- _Task prompt_
Provide the records once more, identical to the original.

*** Data excerpts

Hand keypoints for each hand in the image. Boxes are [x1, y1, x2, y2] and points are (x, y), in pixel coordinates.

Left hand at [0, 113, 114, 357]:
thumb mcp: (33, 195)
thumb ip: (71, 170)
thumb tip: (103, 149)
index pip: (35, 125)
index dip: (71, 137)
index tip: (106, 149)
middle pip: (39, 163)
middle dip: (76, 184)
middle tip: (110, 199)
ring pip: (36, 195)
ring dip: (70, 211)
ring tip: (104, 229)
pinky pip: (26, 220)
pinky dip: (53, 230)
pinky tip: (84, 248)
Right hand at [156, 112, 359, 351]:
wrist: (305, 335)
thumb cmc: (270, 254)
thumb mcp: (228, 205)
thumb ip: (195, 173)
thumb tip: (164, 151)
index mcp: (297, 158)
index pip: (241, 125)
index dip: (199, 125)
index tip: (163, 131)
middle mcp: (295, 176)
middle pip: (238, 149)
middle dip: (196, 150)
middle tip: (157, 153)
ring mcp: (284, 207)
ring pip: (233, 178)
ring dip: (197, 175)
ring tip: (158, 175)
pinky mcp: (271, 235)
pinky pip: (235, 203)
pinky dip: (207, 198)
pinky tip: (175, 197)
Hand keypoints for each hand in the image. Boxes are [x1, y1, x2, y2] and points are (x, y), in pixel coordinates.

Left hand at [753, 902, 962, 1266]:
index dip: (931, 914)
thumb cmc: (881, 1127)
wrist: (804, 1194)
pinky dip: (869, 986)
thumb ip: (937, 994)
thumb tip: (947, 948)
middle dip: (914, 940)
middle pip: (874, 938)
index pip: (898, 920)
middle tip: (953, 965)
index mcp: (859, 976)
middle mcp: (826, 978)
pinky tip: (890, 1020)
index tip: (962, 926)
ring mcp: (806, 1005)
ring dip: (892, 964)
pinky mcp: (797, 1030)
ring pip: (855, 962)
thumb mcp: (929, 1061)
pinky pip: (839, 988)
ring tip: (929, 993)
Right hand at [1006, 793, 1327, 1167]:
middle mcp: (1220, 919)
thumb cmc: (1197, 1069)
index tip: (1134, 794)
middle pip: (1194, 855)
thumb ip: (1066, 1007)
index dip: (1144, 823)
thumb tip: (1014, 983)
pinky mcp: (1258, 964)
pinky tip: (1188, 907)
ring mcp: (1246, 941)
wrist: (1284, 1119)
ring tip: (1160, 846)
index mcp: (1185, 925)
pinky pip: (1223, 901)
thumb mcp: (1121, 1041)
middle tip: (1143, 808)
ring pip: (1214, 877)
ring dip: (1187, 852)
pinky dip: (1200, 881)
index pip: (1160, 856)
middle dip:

******

- _Task solution_
Hand keypoints for each hand in the image. Boxes are [x1, y1, x2, y2] and points are (x, y), in pixel coordinates.

Left hand at [0, 113, 114, 357]:
thumb mcp: (33, 195)
thumb ip: (71, 170)
thumb tip: (103, 149)
index pip: (35, 125)
index dip: (71, 137)
index tip: (106, 149)
middle pip: (39, 163)
middle dip: (76, 184)
middle tip: (110, 199)
ring pip: (36, 195)
ring dip: (70, 211)
ring tip: (104, 229)
pinky pip: (26, 220)
pinky dip: (53, 230)
pinky tip: (84, 248)
Right hand at [156, 112, 359, 351]:
wrist: (305, 335)
thumb cmc: (270, 254)
thumb mcp: (228, 205)
thumb ip: (195, 173)
thumb tip: (164, 151)
index mcp: (297, 158)
index pip: (241, 125)
index dip: (199, 125)
index tip: (163, 131)
middle mcp: (295, 176)
middle pip: (238, 149)
middle dip: (196, 150)
middle tip: (157, 153)
ring mcp: (284, 207)
ring pip: (233, 178)
ring dip: (197, 175)
ring tip: (158, 175)
pinky mcp: (271, 235)
pinky pip: (235, 203)
pinky dip: (207, 198)
pinky tip: (175, 197)
Hand keypoints for each hand in the image. Boxes are [x1, y1, x2, y2] and points are (x, y), in pixel coordinates.

Left hand at [753, 902, 962, 1266]:
index dip: (931, 914)
thumb cmc: (881, 1127)
wrist: (804, 1194)
pinky dip: (869, 986)
thumb ip: (937, 994)
thumb tip: (947, 948)
middle dip: (914, 940)
middle pip: (874, 938)
index pip: (898, 920)
middle tip: (953, 965)
index mcp: (859, 976)
middle mcp: (826, 978)
pinky tip: (890, 1020)
index tip: (962, 926)
ring mcp: (806, 1005)
ring dip: (892, 964)
pinky mcp: (797, 1030)
ring pip: (855, 962)
thumb mcp: (929, 1061)
pinky pip: (839, 988)
ring tip: (929, 993)
Right hand at [1006, 793, 1327, 1167]:
middle mcp: (1220, 919)
thumb cmc: (1197, 1069)
index tip: (1134, 794)
middle pip: (1194, 855)
thumb ip: (1066, 1007)
index dip: (1144, 823)
thumb tip: (1014, 983)
pinky mcp: (1258, 964)
pinky tip: (1188, 907)
ring mcp: (1246, 941)
wrist: (1284, 1119)
ring tip: (1160, 846)
index mcp: (1185, 925)
pinky pip: (1223, 901)
thumb mcp: (1121, 1041)
middle tip: (1143, 808)
ring pip: (1214, 877)
ring dip: (1187, 852)
pinky dip: (1200, 881)
index pip: (1160, 856)
middle dip:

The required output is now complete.